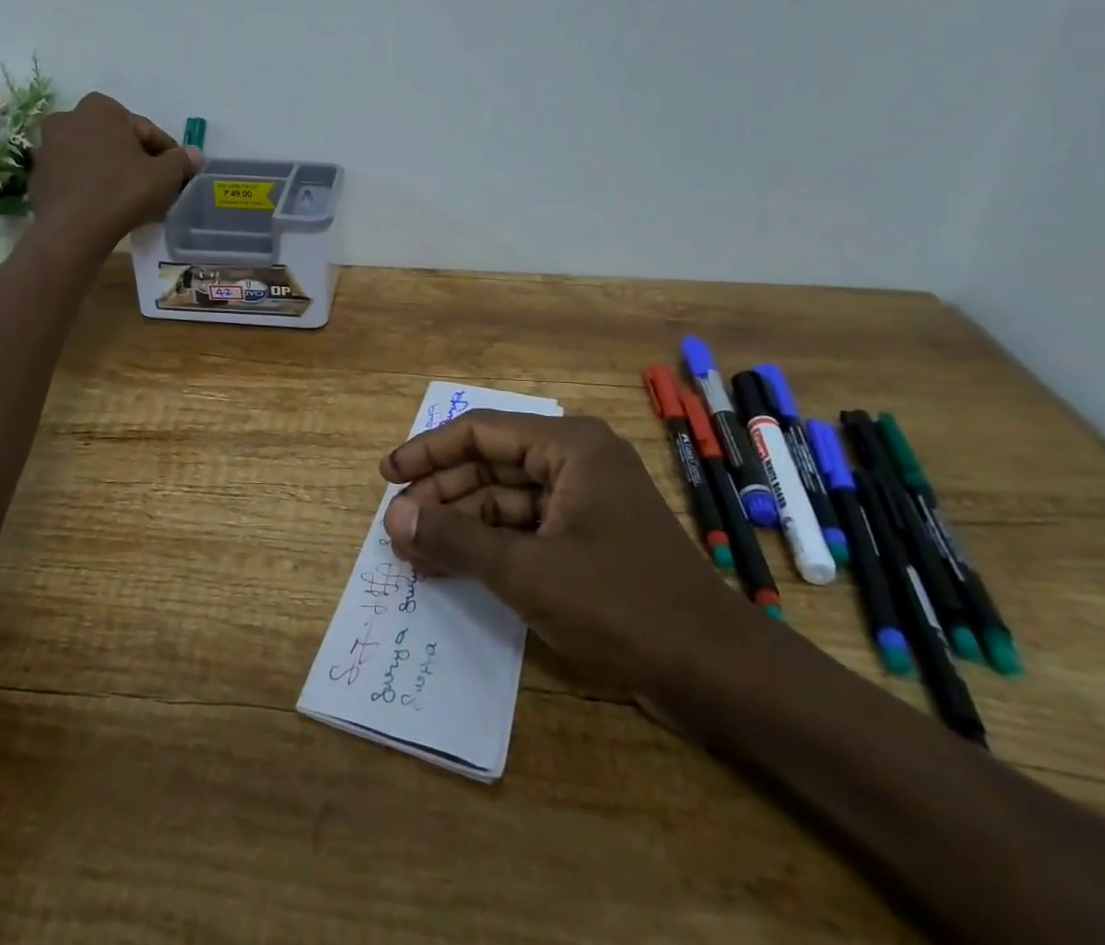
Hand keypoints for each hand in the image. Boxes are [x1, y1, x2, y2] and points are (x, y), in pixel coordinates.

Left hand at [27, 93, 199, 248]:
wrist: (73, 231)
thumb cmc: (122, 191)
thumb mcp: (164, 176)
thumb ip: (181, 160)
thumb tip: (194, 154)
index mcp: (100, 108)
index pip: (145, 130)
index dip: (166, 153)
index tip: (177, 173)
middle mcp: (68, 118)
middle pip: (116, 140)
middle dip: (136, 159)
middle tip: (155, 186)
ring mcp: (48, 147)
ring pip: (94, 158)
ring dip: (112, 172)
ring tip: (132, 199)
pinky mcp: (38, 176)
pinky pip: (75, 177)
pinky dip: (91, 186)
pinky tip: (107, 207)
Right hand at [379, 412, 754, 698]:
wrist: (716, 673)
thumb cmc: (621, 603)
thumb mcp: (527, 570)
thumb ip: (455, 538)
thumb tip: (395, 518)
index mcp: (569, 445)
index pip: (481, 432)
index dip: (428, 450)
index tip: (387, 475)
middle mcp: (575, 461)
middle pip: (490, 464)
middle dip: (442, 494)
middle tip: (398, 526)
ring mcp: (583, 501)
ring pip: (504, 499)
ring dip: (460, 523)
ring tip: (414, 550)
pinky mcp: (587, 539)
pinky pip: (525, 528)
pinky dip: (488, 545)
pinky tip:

§ **Problem to work on**: Please set down only the lines from the first line of the records above through the line that has "pinky mcp: (587, 539)", exactly, and not the pictures.

§ **Answer below**:
Hand keypoints for each hand in the image. Boxes are [x1, y1, x2, y2] and points are (x, y), in pixel coordinates.

Left hand at [27, 93, 199, 248]:
wrist: (73, 231)
thumb cmc: (122, 191)
thumb mcp: (164, 176)
thumb ip: (181, 160)
thumb tip: (194, 154)
index mcp: (100, 108)
index pip: (145, 130)
index dip: (166, 153)
index tip: (177, 173)
middle mcp: (68, 118)
middle pip: (116, 140)
middle dip: (136, 159)
middle tip: (155, 186)
ring mcp: (48, 147)
ring pip: (94, 158)
ring dip: (112, 172)
ring tip: (132, 199)
pinky mcp: (38, 176)
pinky pip: (75, 177)
pinky dip: (91, 186)
pinky tip: (107, 207)
Right hand at [379, 412, 754, 698]:
wrist: (716, 673)
thumb cmc: (621, 603)
thumb mcp: (527, 570)
thumb ip: (455, 538)
thumb tip: (395, 518)
index mcp: (569, 445)
index pip: (481, 432)
index dip: (428, 450)
index tip: (387, 475)
middle mcp: (575, 461)
middle pip: (490, 464)
middle dip: (442, 494)
middle tip: (398, 526)
ring mcp: (583, 501)
ring pip: (504, 499)
ring dip: (460, 523)
ring tip: (414, 550)
pinky mcp: (587, 539)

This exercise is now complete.